------ RECORDS FOR THIS EXERCISE ------

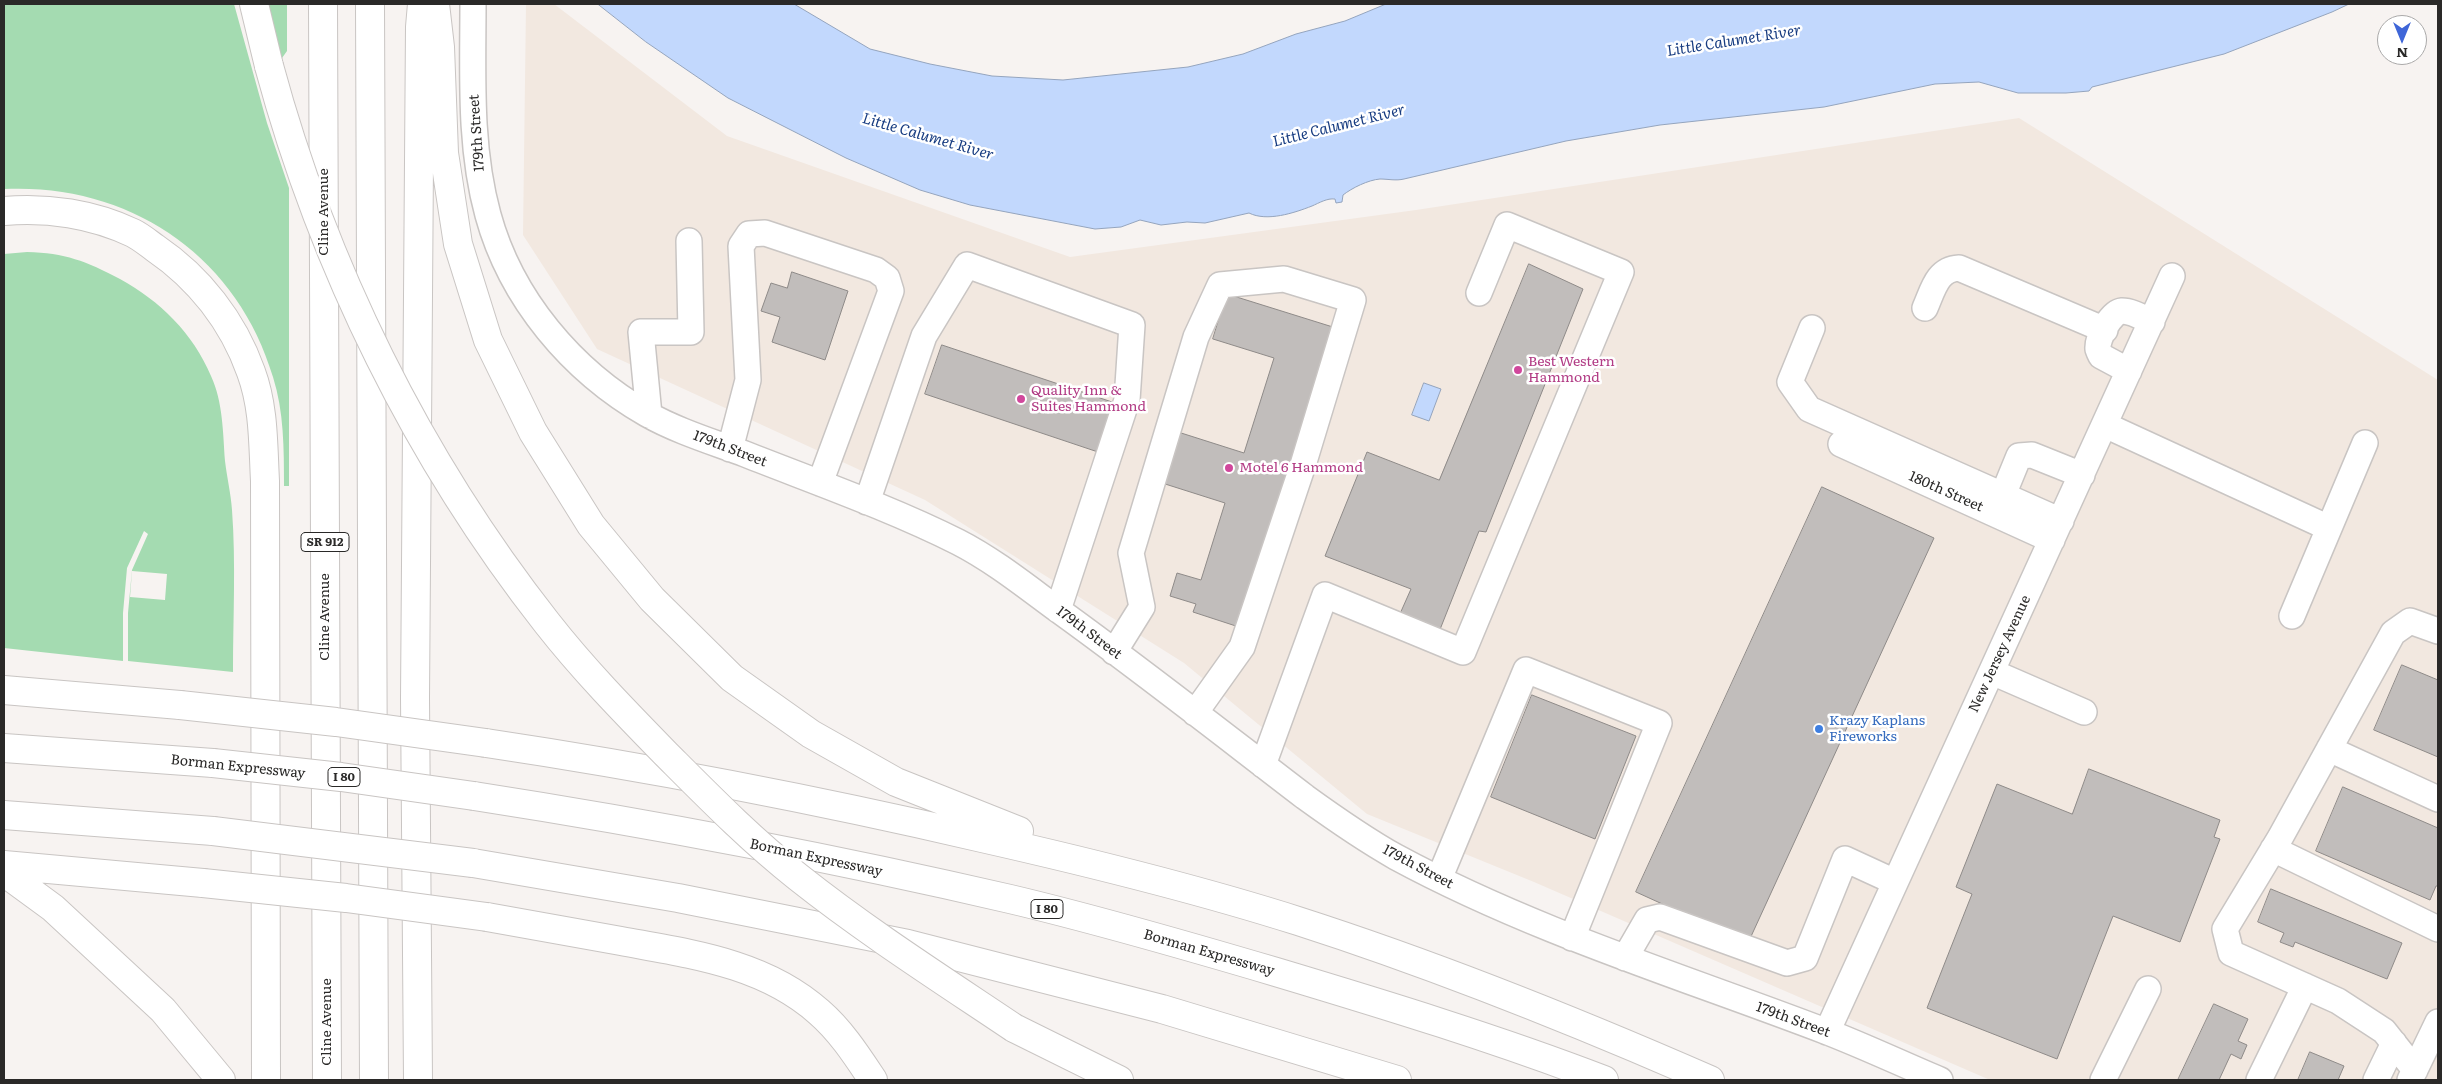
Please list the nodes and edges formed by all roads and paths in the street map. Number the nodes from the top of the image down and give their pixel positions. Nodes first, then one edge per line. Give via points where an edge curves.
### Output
1 (254, 4) edge
2 (323, 4) edge
3 (370, 4) edge
4 (422, 4) edge
5 (435, 4) edge
6 (473, 4) edge
7 (4, 211) edge
8 (689, 241) dead end
9 (2172, 276) dead end
10 (1479, 293) dead end
11 (1925, 308) dead end
12 (2152, 322) junction
13 (1812, 328) dead end
14 (2105, 330) junction
15 (2129, 372) junction
16 (649, 415) junction
17 (2105, 425) junction
18 (2364, 443) dead end
19 (1841, 444) dead end
20 (730, 449) junction
21 (2082, 475) junction
22 (820, 483) junction
23 (2003, 495) junction
24 (867, 502) junction
25 (2329, 528) junction
26 (2056, 530) junction
27 (1058, 610) junction
28 (2292, 616) dead end
29 (2438, 631) edge
30 (1114, 652) junction
31 (1992, 672) junction
32 (4, 690) edge
33 (2084, 712) dead end
34 (1195, 713) junction
35 (4, 748) edge
36 (2330, 749) junction
37 (1263, 765) junction
38 (2438, 799) edge
39 (4, 815) edge
40 (2273, 850) junction
41 (4, 865) edge
42 (1121, 870) junction
43 (4, 872) edge
44 (1440, 879) junction
45 (1895, 882) junction
46 (2438, 928) edge
47 (1572, 938) junction
48 (1625, 958) junction
49 (2305, 986) junction
50 (2148, 989) dead end
51 (2438, 1022) edge
52 (1827, 1032) junction
53 (2394, 1043) junction
54 (2412, 1075) edge
55 (221, 1080) edge
56 (266, 1080) edge
57 (327, 1080) edge
58 (374, 1080) edge
59 (418, 1080) edge
60 (873, 1080) edge
61 (1119, 1080) edge
62 (1397, 1080) edge
63 (1604, 1080) edge
64 (1710, 1080) edge
65 (1940, 1080) edge
66 (2103, 1080) edge
67 (2259, 1080) edge
68 (2376, 1080) edge

1 - 61 highway, bridge via 287,128 320,222 370,335 419,432 458,496 548,624 596,680 739,826 822,894 908,958 1014,1028
2 - 57 highway, Cline Avenue / SR 912
3 - 58 highway
4 - 59 highway via 415,698
5 - 42 highway via 444,153 458,244 488,340 533,432 591,525 652,599 732,678 811,734 896,782
6 - 16 street, 179th Street via 475,140 488,216 501,249 535,314 559,343 584,370
7 - 56 highway via 57,211 134,234 173,260 206,292 231,328 252,372 262,417 265,481
8 - 16 street via 691,332 640,332
9 - 12 street, New Jersey Avenue
10 - 37 street via 1507,225 1621,272 1462,652 1325,595
11 - 14 street via 1942,273 1948,268 1959,268
12 - 14 street via 2128,311 2119,311
12 - 15 street, New Jersey Avenue
13 - 23 street via 1790,382 1809,409
14 - 15 street via 2098,349 2101,356
15 - 17 street, New Jersey Avenue
16 - 20 street, 179th Street
17 - 21 street, New Jersey Avenue
17 - 25 street
18 - 25 street
19 - 26 street, 180th Street
20 - 22 street, 179th Street
20 - 22 street via 748,380 741,246 749,234 765,232 876,270 887,278 891,291
21 - 23 street via 2032,455 2019,456
21 - 26 street, New Jersey Avenue
22 - 24 street, 179th Street
23 - 26 street
24 - 27 street, 179th Street via 960,543
24 - 27 street via 924,336 967,265 1132,325 1127,400
25 - 28 street
26 - 31 street, New Jersey Avenue
27 - 30 street, 179th Street
29 - 36 street via 2410,621 2393,633
30 - 34 street, 179th Street
30 - 34 street via 1142,607 1131,553 1196,337 1220,285 1284,279 1353,300 1303,465 1242,647
31 - 33 street
31 - 45 street, New Jersey Avenue
32 - 42 highway, bridge via 336,722 486,743 722,782 886,815
34 - 37 street, 179th Street
35 - 63 highway, Borman Expressway / I 80, bridge via 213,763 340,777 592,814 805,854 1012,900 1178,944 1380,1003
36 - 38 street
36 - 40 street
37 - 44 street, 179th Street via 1350,829
39 - 62 highway, bridge via 213,832 473,863 678,898 908,944 1162,1009
40 - 46 street
40 - 49 street via 2225,929 2231,953
41 - 60 highway, bridge via 346,898 486,917 684,952 749,969 785,987 819,1012 852,1047
42 - 64 highway via 1298,921 1468,980
43 - 55 highway via 53,908 163,1010
44 - 47 street, 179th Street via 1478,899
44 - 47 street via 1526,670 1659,723
45 - 48 street via 1845,860 1805,958 1787,963 1660,917 1647,920
45 - 52 street, New Jersey Avenue
47 - 48 street, 179th Street
48 - 52 street, 179th Street
49 - 53 street via 2384,1031
49 - 67 street
50 - 66 street
51 - 54 street
52 - 65 street, 179th Street
53 - 54 street
53 - 68 street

------

All entries should be restated word for word; no images belong in the copy.

--- COMPLETED EXERCISE ---
Please list the nodes and edges formed by all roads and paths in the street map. Number the nodes from the top of the image down and give their pixel positions. Nodes first, then one edge per line. Give via points where an edge curves.
### Output
1 (254, 4) edge
2 (323, 4) edge
3 (370, 4) edge
4 (422, 4) edge
5 (435, 4) edge
6 (473, 4) edge
7 (4, 211) edge
8 (689, 241) dead end
9 (2172, 276) dead end
10 (1479, 293) dead end
11 (1925, 308) dead end
12 (2152, 322) junction
13 (1812, 328) dead end
14 (2105, 330) junction
15 (2129, 372) junction
16 (649, 415) junction
17 (2105, 425) junction
18 (2364, 443) dead end
19 (1841, 444) dead end
20 (730, 449) junction
21 (2082, 475) junction
22 (820, 483) junction
23 (2003, 495) junction
24 (867, 502) junction
25 (2329, 528) junction
26 (2056, 530) junction
27 (1058, 610) junction
28 (2292, 616) dead end
29 (2438, 631) edge
30 (1114, 652) junction
31 (1992, 672) junction
32 (4, 690) edge
33 (2084, 712) dead end
34 (1195, 713) junction
35 (4, 748) edge
36 (2330, 749) junction
37 (1263, 765) junction
38 (2438, 799) edge
39 (4, 815) edge
40 (2273, 850) junction
41 (4, 865) edge
42 (1121, 870) junction
43 (4, 872) edge
44 (1440, 879) junction
45 (1895, 882) junction
46 (2438, 928) edge
47 (1572, 938) junction
48 (1625, 958) junction
49 (2305, 986) junction
50 (2148, 989) dead end
51 (2438, 1022) edge
52 (1827, 1032) junction
53 (2394, 1043) junction
54 (2412, 1075) edge
55 (221, 1080) edge
56 (266, 1080) edge
57 (327, 1080) edge
58 (374, 1080) edge
59 (418, 1080) edge
60 (873, 1080) edge
61 (1119, 1080) edge
62 (1397, 1080) edge
63 (1604, 1080) edge
64 (1710, 1080) edge
65 (1940, 1080) edge
66 (2103, 1080) edge
67 (2259, 1080) edge
68 (2376, 1080) edge

1 - 61 highway, bridge via 287,128 320,222 370,335 419,432 458,496 548,624 596,680 739,826 822,894 908,958 1014,1028
2 - 57 highway, Cline Avenue / SR 912
3 - 58 highway
4 - 59 highway via 415,698
5 - 42 highway via 444,153 458,244 488,340 533,432 591,525 652,599 732,678 811,734 896,782
6 - 16 street, 179th Street via 475,140 488,216 501,249 535,314 559,343 584,370
7 - 56 highway via 57,211 134,234 173,260 206,292 231,328 252,372 262,417 265,481
8 - 16 street via 691,332 640,332
9 - 12 street, New Jersey Avenue
10 - 37 street via 1507,225 1621,272 1462,652 1325,595
11 - 14 street via 1942,273 1948,268 1959,268
12 - 14 street via 2128,311 2119,311
12 - 15 street, New Jersey Avenue
13 - 23 street via 1790,382 1809,409
14 - 15 street via 2098,349 2101,356
15 - 17 street, New Jersey Avenue
16 - 20 street, 179th Street
17 - 21 street, New Jersey Avenue
17 - 25 street
18 - 25 street
19 - 26 street, 180th Street
20 - 22 street, 179th Street
20 - 22 street via 748,380 741,246 749,234 765,232 876,270 887,278 891,291
21 - 23 street via 2032,455 2019,456
21 - 26 street, New Jersey Avenue
22 - 24 street, 179th Street
23 - 26 street
24 - 27 street, 179th Street via 960,543
24 - 27 street via 924,336 967,265 1132,325 1127,400
25 - 28 street
26 - 31 street, New Jersey Avenue
27 - 30 street, 179th Street
29 - 36 street via 2410,621 2393,633
30 - 34 street, 179th Street
30 - 34 street via 1142,607 1131,553 1196,337 1220,285 1284,279 1353,300 1303,465 1242,647
31 - 33 street
31 - 45 street, New Jersey Avenue
32 - 42 highway, bridge via 336,722 486,743 722,782 886,815
34 - 37 street, 179th Street
35 - 63 highway, Borman Expressway / I 80, bridge via 213,763 340,777 592,814 805,854 1012,900 1178,944 1380,1003
36 - 38 street
36 - 40 street
37 - 44 street, 179th Street via 1350,829
39 - 62 highway, bridge via 213,832 473,863 678,898 908,944 1162,1009
40 - 46 street
40 - 49 street via 2225,929 2231,953
41 - 60 highway, bridge via 346,898 486,917 684,952 749,969 785,987 819,1012 852,1047
42 - 64 highway via 1298,921 1468,980
43 - 55 highway via 53,908 163,1010
44 - 47 street, 179th Street via 1478,899
44 - 47 street via 1526,670 1659,723
45 - 48 street via 1845,860 1805,958 1787,963 1660,917 1647,920
45 - 52 street, New Jersey Avenue
47 - 48 street, 179th Street
48 - 52 street, 179th Street
49 - 53 street via 2384,1031
49 - 67 street
50 - 66 street
51 - 54 street
52 - 65 street, 179th Street
53 - 54 street
53 - 68 street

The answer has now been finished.